#### What this task involves:
Go through the data below and copy each line that includes "Drive".

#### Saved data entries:
========================================
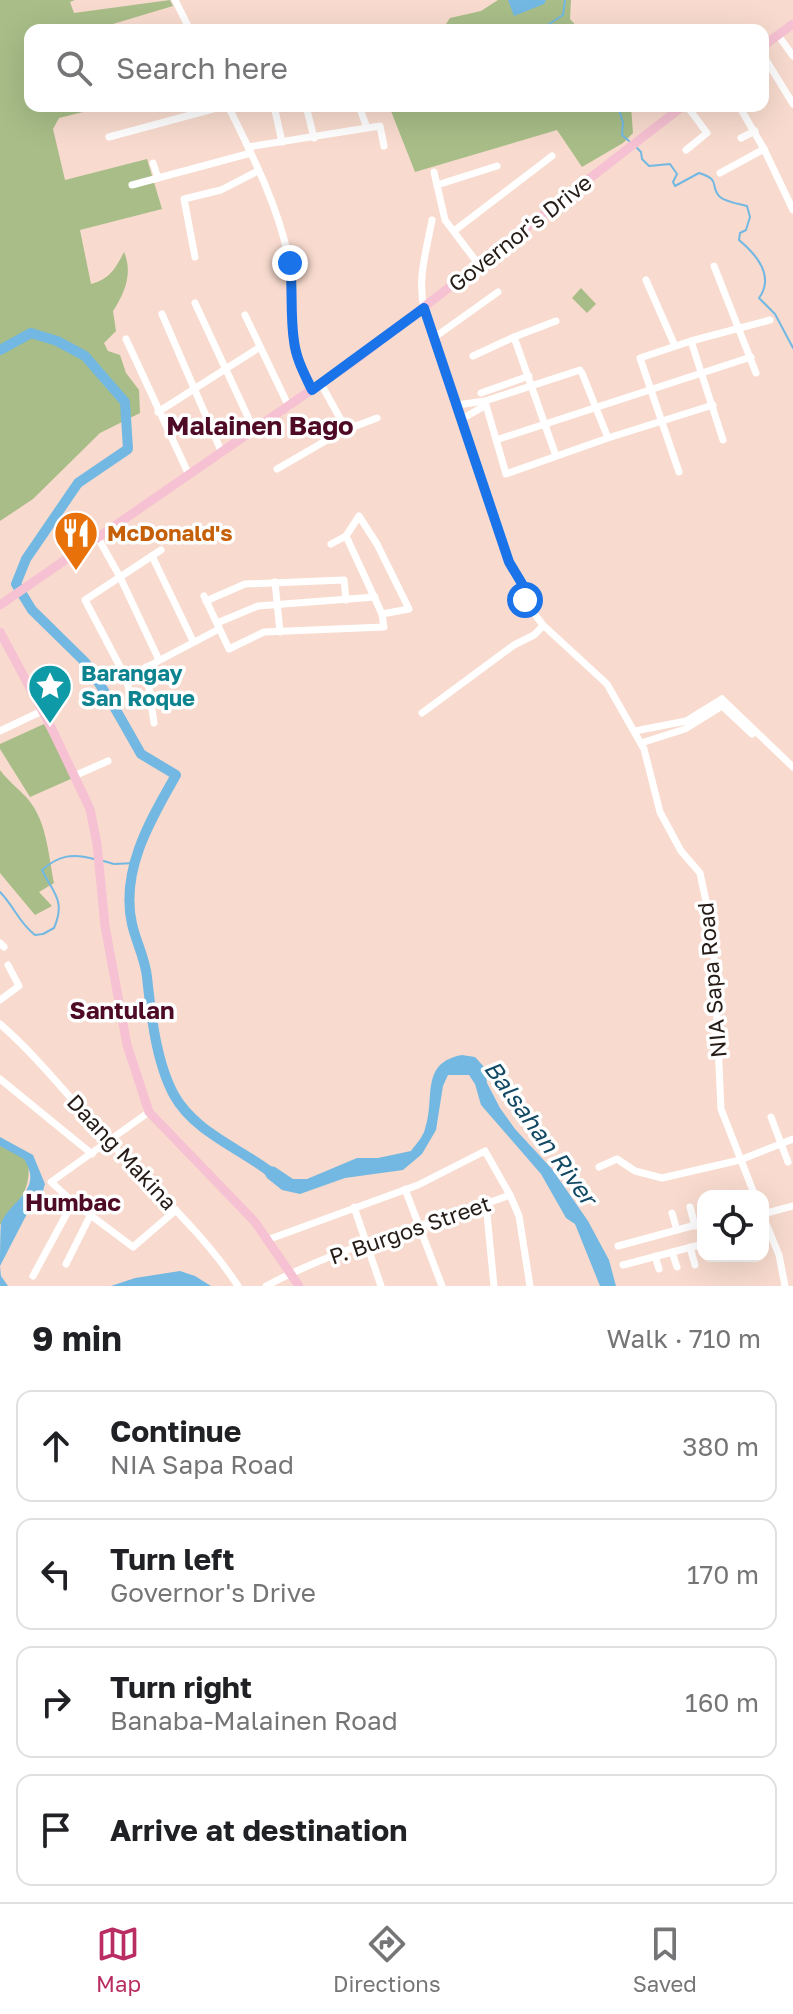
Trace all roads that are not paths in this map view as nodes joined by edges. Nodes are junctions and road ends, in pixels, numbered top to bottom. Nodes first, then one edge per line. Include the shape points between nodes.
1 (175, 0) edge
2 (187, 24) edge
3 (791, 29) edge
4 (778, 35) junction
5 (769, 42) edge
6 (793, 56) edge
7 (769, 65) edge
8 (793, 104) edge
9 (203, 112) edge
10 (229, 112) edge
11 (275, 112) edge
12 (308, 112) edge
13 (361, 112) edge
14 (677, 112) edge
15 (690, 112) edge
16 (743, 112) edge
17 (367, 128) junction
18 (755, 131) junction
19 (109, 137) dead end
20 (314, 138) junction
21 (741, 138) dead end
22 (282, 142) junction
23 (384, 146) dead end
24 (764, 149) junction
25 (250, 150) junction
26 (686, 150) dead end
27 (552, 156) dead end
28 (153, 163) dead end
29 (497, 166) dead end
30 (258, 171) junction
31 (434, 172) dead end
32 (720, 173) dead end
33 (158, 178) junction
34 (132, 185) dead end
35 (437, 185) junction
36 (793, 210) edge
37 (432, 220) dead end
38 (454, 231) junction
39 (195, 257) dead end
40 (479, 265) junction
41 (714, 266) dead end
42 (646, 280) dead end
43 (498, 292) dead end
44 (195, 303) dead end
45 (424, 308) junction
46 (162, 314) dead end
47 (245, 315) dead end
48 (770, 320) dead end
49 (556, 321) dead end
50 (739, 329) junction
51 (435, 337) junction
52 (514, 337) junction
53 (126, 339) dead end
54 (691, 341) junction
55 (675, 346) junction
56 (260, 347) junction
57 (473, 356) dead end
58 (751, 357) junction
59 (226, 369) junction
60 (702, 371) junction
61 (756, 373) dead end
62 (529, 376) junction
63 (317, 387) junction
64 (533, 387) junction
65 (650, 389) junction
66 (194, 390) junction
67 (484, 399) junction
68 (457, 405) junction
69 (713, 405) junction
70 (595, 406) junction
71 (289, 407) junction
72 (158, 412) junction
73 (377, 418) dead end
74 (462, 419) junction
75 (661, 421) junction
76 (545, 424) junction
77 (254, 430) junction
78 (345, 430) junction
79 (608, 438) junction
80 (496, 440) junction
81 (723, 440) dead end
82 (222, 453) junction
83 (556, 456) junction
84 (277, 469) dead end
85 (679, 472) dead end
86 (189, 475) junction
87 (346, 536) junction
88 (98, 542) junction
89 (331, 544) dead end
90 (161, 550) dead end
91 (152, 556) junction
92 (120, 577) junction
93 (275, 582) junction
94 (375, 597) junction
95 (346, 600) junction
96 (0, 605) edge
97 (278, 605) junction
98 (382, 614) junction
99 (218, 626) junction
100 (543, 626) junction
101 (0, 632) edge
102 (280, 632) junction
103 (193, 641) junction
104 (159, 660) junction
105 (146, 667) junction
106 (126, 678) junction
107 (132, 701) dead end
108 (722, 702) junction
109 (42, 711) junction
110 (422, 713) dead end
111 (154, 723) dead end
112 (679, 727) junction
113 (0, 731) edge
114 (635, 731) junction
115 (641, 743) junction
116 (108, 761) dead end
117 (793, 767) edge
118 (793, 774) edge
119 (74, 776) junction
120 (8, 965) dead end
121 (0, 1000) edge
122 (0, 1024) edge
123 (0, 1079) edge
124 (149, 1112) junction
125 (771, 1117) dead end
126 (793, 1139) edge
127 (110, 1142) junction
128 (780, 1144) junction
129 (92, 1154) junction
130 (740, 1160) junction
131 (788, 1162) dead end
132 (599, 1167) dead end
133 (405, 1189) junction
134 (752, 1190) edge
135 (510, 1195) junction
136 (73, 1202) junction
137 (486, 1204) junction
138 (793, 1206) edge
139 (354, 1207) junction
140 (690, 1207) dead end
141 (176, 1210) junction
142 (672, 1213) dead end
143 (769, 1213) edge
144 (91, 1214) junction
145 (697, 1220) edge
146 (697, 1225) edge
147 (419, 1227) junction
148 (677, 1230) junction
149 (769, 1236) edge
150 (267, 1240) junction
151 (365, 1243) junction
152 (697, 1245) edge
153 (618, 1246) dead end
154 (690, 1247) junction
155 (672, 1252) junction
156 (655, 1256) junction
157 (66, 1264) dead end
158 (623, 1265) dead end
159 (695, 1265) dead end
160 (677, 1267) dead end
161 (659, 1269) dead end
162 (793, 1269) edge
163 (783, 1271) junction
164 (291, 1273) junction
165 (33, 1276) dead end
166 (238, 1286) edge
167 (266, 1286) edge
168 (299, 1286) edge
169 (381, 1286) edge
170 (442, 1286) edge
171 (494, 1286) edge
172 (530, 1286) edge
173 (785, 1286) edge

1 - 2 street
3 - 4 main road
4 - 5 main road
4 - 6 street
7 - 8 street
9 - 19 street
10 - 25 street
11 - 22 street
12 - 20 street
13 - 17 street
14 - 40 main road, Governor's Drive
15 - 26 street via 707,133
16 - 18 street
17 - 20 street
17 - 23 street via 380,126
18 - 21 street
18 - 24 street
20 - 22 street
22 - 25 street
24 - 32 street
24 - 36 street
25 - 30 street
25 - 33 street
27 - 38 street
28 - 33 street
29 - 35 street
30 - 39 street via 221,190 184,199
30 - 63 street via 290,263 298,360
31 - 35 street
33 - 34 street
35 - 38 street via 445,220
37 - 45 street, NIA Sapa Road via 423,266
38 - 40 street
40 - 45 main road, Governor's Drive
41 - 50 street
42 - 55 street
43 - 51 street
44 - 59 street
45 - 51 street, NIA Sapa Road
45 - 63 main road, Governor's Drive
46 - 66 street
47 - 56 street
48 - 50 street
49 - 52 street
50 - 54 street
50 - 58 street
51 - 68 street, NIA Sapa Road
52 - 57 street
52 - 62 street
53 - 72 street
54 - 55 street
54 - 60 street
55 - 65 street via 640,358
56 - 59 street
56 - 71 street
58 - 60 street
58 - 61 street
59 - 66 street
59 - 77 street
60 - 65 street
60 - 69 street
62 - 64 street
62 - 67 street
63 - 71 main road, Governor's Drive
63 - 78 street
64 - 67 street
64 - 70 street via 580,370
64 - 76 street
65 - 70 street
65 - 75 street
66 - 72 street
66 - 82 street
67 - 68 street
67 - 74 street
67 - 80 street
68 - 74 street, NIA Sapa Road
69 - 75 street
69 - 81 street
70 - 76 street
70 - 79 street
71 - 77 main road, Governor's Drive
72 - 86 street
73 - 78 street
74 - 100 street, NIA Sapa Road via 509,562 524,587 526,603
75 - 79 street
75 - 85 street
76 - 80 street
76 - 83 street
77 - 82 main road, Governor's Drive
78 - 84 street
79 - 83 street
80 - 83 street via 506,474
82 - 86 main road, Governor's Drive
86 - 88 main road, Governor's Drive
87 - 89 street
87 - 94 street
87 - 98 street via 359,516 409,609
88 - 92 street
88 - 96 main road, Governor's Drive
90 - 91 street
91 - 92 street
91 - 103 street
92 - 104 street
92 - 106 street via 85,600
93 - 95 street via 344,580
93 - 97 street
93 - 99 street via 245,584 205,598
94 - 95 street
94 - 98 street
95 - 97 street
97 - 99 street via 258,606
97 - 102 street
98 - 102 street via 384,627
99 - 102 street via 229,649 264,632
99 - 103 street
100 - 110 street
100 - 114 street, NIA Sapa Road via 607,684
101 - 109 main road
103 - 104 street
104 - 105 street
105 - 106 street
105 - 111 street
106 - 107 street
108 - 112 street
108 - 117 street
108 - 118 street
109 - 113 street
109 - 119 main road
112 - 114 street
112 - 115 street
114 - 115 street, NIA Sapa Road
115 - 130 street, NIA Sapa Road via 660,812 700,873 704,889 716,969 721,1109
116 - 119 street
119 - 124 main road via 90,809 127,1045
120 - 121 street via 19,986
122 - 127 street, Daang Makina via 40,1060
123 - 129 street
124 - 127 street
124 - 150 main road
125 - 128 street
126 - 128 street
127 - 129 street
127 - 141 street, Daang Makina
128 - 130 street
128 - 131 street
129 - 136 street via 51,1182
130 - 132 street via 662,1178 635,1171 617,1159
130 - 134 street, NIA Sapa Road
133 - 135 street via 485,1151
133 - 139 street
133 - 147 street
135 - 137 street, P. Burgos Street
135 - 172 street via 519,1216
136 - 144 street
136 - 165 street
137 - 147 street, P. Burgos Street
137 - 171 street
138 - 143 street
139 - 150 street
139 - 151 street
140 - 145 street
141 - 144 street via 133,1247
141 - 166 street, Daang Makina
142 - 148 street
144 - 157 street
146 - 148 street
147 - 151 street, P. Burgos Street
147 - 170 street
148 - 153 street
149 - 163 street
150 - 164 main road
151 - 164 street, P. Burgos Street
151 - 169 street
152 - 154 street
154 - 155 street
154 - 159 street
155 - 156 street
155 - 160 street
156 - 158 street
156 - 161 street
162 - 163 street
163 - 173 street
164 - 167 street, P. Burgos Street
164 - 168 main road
========================================
#### Response box:
14 - 40 main road, Governor's Drive
40 - 45 main road, Governor's Drive
45 - 63 main road, Governor's Drive
63 - 71 main road, Governor's Drive
71 - 77 main road, Governor's Drive
77 - 82 main road, Governor's Drive
82 - 86 main road, Governor's Drive
86 - 88 main road, Governor's Drive
88 - 96 main road, Governor's Drive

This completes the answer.